ROFL (Reviewing Our Favourite Literature) is a blog series intended to help you get to know the mysterious faces behind the UBC English Students’ Association. All the execs will share their favourite book or author and this week we are introducing Erin. She is a fourth-year undergraduate student pursuing a double major in English Literature and Art History. In addition to being the ESA’s Vice-President, Erin is also an assistant at the AMS Art Gallery and a self-proclaimed tea addict.



Over the course of the past three years I’ve been introduced to many of the most important, or influential, books in the Western Hemisphere as a part of my education in English Literature. These books, as many of you reading this will know, vary greatly in genre, style, and era, but are all great works of literature—hence why every English major reads them. It would, then, make sense for me to select one of these amazing works to write my short review on; perhaps I would select the book which spoke the most to me personally, which caused a shift in my perception of the world, or which sparked the most ideas. I will not be doing that. I will instead choose the book that started it all for me. The book which is now lying in worn tatters on my bookshelf because of all the nights I spent awake reading it. This is the book which sparked my interest in reading, which taught me about the power words can hold—the way they can create another world or take hold of your emotions. What can I say? I’m a hopeless romantic.
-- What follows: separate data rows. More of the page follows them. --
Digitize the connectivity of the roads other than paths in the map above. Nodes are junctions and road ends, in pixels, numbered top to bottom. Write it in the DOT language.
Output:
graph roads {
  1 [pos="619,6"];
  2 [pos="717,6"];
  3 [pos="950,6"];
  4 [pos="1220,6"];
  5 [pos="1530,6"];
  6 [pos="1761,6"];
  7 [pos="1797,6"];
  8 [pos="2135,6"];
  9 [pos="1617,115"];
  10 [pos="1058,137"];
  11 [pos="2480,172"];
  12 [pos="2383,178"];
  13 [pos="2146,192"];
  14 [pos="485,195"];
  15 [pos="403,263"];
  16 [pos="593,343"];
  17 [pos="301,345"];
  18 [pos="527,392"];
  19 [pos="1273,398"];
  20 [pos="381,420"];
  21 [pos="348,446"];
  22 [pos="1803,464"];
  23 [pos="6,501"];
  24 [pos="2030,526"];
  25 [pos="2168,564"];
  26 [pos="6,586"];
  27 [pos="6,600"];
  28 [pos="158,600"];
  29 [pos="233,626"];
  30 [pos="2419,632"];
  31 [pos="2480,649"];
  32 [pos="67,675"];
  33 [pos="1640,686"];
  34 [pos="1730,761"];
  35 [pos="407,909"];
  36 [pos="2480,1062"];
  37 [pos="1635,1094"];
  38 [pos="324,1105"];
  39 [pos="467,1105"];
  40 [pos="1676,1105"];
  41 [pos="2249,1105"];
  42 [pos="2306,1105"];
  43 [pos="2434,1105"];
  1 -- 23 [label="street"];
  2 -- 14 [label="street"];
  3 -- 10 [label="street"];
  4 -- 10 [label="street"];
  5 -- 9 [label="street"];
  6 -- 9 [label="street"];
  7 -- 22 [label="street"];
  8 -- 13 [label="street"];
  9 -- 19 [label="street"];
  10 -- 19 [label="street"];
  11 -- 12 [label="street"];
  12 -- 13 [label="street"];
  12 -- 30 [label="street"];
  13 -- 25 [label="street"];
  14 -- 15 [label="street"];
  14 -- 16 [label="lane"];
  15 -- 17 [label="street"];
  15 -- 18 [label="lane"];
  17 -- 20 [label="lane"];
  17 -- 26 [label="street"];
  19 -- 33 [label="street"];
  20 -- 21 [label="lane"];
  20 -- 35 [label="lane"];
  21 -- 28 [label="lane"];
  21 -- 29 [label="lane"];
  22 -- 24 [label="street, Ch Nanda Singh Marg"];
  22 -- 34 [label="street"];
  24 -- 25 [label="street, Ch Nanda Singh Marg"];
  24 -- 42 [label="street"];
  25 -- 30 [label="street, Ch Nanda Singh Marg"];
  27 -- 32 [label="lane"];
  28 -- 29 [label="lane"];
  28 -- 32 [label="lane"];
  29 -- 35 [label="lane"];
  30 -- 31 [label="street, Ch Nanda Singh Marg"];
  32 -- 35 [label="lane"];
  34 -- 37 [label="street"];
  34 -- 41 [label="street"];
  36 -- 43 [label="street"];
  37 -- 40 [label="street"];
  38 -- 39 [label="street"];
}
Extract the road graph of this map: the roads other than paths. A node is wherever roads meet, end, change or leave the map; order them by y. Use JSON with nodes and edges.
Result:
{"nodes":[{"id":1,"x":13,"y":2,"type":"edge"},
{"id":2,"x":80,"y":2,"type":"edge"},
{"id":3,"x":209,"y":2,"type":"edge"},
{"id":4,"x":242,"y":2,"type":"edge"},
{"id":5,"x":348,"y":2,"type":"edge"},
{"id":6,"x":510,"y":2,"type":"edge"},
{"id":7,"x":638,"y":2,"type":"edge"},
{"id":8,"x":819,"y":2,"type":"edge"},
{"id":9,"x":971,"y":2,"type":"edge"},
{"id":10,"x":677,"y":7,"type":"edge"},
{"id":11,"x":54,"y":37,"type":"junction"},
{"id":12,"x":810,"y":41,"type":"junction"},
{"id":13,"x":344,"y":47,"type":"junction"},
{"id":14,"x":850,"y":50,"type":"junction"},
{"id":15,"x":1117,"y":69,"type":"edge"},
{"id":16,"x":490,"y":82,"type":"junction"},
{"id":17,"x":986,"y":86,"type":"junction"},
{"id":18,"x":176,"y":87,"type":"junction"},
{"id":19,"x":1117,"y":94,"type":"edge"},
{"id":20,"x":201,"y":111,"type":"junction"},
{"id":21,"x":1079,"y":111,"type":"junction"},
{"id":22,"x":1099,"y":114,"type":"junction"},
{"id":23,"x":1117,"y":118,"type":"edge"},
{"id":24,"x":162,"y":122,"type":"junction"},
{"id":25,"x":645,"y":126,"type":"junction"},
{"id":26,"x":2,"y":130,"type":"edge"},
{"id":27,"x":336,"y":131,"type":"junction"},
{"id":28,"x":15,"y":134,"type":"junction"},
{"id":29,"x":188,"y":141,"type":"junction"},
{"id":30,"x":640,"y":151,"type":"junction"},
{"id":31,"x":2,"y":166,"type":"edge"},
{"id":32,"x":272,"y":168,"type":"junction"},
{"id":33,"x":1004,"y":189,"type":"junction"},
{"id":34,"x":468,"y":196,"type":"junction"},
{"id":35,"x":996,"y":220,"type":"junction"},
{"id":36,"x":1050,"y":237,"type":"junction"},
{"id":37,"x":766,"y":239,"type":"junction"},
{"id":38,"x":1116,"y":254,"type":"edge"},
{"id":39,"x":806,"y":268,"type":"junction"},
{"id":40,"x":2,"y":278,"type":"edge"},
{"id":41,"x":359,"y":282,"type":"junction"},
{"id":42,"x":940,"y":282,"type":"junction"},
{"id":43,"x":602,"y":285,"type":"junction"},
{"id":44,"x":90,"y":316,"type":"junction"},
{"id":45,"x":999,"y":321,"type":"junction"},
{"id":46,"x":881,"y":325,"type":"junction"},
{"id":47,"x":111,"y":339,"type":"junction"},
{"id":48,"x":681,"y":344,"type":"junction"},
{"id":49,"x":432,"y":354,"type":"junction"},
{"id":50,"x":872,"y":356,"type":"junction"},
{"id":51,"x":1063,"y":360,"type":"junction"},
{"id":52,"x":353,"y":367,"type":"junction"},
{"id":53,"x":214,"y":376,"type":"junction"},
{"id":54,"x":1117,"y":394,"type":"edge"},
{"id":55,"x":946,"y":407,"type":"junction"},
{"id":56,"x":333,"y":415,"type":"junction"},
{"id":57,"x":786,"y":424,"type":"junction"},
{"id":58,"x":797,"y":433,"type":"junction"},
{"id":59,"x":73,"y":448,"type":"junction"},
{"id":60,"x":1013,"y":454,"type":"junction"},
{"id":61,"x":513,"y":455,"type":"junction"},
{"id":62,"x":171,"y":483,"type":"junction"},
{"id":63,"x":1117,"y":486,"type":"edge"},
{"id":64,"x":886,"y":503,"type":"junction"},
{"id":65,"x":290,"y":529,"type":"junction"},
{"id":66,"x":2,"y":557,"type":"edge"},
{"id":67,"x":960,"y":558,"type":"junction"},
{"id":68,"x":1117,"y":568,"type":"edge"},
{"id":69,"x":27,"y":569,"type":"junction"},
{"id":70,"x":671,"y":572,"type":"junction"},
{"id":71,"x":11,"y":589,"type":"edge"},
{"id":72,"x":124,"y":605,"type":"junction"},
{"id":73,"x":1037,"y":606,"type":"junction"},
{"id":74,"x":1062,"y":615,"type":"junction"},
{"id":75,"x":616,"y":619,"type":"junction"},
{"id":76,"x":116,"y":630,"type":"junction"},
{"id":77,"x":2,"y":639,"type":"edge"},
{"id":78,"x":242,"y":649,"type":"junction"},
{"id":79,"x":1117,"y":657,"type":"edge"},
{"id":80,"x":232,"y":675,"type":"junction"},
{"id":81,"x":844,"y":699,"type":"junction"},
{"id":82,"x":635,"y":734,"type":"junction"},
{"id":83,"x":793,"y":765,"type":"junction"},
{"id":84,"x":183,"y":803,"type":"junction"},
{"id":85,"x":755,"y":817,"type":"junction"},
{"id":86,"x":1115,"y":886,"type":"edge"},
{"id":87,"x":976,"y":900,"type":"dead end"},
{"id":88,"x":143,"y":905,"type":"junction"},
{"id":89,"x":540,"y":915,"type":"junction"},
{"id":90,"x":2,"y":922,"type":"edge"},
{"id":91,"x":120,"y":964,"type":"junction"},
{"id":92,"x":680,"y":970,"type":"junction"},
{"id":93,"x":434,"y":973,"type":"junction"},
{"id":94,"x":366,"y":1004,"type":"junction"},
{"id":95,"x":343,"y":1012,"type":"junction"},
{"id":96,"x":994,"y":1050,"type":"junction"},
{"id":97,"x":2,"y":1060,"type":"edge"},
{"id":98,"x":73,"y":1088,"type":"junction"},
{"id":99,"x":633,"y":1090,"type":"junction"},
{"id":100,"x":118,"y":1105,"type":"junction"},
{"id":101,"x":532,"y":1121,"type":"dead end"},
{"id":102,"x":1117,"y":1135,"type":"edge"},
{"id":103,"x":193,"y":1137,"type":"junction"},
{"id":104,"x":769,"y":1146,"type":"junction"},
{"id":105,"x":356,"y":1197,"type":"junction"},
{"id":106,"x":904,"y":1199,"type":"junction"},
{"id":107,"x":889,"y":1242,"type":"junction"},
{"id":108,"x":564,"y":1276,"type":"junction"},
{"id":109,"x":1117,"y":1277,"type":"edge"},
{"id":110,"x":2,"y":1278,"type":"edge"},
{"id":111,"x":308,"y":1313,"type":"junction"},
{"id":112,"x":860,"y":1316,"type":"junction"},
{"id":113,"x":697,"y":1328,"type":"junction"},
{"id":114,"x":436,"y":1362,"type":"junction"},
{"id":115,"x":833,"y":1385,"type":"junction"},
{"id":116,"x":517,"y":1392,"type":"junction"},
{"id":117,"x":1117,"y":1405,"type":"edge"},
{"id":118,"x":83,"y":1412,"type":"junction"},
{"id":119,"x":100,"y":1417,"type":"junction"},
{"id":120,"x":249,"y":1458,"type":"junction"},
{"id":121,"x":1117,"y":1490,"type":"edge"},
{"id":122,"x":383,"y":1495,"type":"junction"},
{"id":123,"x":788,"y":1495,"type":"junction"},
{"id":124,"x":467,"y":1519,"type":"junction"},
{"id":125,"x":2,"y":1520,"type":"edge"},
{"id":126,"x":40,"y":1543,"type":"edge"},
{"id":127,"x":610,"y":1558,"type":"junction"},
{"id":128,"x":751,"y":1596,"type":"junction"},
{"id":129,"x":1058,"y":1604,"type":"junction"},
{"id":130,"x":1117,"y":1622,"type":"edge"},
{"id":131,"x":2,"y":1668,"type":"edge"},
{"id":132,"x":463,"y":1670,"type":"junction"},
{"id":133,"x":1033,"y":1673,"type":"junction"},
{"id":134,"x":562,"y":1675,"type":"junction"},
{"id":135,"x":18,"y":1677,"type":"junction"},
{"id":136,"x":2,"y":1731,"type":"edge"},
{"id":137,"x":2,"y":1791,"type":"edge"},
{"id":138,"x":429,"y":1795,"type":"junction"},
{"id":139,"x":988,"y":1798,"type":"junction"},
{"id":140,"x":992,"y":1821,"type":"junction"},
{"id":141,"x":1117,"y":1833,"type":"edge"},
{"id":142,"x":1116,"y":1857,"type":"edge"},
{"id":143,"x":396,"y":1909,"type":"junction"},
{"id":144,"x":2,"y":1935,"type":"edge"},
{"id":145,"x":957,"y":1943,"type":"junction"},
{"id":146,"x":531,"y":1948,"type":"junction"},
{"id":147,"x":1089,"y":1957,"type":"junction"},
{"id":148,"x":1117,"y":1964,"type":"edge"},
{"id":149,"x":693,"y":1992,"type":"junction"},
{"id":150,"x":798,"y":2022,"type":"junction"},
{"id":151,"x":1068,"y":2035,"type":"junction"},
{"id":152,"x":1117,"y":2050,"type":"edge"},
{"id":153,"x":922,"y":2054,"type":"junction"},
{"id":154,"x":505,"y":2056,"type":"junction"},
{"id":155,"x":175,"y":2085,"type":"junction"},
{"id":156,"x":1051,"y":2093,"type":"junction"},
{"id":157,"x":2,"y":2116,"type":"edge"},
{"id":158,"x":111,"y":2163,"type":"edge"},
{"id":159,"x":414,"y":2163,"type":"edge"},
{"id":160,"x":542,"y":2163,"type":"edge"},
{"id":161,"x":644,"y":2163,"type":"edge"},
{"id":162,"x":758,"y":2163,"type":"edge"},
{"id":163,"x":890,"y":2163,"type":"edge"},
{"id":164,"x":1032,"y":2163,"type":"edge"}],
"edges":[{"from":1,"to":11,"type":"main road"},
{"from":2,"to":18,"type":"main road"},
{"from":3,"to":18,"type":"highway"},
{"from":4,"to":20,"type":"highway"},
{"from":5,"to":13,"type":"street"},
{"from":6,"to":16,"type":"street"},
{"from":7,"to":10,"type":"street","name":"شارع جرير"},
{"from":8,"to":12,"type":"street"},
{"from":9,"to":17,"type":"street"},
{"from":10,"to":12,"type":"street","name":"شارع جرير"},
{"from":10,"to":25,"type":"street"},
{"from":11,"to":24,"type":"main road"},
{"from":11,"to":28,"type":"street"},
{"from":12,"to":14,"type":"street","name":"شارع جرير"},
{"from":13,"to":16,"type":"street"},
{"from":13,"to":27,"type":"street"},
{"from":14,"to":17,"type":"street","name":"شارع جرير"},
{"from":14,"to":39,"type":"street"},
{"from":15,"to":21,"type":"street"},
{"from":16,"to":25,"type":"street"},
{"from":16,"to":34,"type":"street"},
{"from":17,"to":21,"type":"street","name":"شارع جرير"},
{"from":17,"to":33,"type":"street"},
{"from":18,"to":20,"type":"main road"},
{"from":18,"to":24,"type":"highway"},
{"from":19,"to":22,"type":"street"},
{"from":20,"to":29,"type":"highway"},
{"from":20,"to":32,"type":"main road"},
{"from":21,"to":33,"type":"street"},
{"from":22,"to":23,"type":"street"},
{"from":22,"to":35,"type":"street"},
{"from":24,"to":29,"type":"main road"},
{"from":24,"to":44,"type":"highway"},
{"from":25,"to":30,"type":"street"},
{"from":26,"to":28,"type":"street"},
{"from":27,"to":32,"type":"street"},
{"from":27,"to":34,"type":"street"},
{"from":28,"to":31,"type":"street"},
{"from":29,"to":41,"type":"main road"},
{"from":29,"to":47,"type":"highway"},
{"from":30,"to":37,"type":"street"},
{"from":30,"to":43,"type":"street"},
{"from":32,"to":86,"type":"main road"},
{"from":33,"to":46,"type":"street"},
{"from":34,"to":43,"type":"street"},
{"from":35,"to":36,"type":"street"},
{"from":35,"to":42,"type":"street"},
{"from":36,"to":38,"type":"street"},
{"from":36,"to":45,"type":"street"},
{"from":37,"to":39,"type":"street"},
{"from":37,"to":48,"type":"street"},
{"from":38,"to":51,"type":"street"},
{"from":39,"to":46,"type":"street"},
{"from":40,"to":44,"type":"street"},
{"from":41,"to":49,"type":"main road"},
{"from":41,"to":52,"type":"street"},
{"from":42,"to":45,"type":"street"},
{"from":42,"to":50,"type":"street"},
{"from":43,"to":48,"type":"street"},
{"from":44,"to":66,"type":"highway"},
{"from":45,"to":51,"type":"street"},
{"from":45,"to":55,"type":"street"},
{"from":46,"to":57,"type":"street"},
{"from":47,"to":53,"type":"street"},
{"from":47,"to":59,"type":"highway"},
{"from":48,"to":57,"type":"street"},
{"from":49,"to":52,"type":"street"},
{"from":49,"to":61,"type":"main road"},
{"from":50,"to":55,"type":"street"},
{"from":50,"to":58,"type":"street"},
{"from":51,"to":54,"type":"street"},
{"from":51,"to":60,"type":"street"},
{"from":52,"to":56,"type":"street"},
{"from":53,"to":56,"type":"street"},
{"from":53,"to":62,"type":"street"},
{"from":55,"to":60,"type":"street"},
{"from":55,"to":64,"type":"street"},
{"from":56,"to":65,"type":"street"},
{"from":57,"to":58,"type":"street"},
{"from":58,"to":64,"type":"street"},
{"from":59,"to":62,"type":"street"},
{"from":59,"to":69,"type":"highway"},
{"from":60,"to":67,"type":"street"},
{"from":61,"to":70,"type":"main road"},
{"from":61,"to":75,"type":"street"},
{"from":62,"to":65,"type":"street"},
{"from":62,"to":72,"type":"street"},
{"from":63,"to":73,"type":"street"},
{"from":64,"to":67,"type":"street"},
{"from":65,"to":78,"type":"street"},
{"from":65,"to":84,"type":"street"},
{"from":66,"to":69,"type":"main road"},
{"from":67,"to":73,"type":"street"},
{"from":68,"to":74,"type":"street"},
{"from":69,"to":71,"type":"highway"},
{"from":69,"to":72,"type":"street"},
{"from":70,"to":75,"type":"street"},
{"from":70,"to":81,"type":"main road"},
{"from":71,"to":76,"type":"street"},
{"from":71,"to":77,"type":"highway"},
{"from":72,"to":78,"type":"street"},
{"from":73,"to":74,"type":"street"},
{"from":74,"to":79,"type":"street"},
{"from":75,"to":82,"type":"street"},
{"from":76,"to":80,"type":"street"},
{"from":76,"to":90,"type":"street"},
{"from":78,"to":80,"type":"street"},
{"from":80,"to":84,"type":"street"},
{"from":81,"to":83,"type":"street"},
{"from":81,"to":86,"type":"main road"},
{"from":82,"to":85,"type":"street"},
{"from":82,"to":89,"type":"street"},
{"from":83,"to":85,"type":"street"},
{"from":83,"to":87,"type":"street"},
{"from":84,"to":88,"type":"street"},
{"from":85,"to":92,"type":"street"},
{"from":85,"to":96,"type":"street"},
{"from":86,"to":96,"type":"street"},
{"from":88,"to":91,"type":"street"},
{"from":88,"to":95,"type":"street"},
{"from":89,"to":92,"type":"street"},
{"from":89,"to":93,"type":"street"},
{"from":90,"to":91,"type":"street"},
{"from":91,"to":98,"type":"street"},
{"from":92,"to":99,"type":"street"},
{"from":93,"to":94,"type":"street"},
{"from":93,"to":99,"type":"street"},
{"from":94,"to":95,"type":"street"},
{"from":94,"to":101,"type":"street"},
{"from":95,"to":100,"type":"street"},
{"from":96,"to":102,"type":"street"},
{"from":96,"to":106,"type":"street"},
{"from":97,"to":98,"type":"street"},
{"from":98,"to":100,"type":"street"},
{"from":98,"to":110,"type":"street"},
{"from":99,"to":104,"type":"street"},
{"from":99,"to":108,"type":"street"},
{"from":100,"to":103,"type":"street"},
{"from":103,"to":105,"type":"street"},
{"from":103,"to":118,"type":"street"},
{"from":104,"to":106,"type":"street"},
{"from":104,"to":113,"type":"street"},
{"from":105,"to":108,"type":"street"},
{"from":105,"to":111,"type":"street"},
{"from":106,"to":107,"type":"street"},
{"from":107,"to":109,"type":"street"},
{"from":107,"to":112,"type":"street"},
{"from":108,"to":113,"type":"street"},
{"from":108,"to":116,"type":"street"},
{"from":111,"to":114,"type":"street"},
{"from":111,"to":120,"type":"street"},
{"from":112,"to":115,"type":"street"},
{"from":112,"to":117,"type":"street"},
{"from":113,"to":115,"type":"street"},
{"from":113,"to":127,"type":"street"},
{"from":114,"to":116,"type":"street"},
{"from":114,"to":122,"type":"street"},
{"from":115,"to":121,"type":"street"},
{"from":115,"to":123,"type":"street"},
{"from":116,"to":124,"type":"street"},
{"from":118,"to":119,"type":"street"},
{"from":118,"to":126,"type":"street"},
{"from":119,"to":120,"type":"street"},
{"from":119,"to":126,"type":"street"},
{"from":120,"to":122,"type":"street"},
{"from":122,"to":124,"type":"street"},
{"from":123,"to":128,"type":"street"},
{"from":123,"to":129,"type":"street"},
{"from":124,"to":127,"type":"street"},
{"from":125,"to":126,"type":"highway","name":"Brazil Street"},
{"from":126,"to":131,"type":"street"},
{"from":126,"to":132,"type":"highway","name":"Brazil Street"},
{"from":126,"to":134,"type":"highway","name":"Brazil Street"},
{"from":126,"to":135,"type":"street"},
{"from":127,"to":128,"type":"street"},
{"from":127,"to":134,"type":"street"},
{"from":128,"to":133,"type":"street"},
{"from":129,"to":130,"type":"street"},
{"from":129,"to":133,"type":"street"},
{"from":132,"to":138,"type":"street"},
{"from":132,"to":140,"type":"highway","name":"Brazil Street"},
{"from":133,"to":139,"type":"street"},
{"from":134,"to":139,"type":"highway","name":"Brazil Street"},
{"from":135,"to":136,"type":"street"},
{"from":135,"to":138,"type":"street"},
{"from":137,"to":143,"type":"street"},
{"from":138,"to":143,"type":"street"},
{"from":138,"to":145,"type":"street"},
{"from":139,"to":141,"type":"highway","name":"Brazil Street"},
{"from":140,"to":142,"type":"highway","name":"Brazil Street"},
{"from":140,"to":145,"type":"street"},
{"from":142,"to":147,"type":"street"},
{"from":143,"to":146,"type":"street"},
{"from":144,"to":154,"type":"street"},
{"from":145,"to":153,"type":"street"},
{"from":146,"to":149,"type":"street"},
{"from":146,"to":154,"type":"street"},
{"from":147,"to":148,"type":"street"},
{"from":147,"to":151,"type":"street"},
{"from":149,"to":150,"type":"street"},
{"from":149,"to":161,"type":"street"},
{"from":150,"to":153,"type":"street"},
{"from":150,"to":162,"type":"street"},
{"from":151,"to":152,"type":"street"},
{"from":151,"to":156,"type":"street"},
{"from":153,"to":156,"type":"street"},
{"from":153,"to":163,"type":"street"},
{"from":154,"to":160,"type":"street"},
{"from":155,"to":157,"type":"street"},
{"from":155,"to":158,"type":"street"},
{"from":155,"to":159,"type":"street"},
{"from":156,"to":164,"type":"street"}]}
Let me be clear though: I make no claim that this is the best book ever; it is in fact a children’s story. Each one of us, the people who truly love books, has a book like this. The one on your shelf which you’ve read a thousand times but will still pick up and read again. It was the first book you ever fell in love with. And this is what I would like to recommend to you. Not a great work of fiction which scholars will be studying for years, but instead, those well used and loved books, those first books you ever fell in love with. For me, that book is Katherine Paterson’s Bridge to Terabithia written in 1977. This book made me smile, laugh, and cry like a baby, and could probably still do so. This book was about hard life issues and the magic of imagination, the two most powerful things imbued in good literature: the ability to speak about the hard truths of life, and the ability to create, with nothing but imagination and words. I would hide this story next to me in my bed, or bring it with me on family road trips. Because of this book I began to read more and more, waiting for more books which could captivate my emotions and my imagination like this one. More books to fall in love with.



Of course, as I grew up and read more and more, I found many books to fall in love with. Cormac McCarthy’s The Road wove a web of beautiful minimalism around me. Philip Meyer’s The Son told a story as vast and sprawling as the Texan landscape it was set in. Katherine Mansfield’s short stories crackled with colour and modernist fragmentation. I could have written on any of these books, the ones which came after the first, but in all honesty, all I would really be writing about was the phenomena of of falling in love with a book, something which I think we can all understand.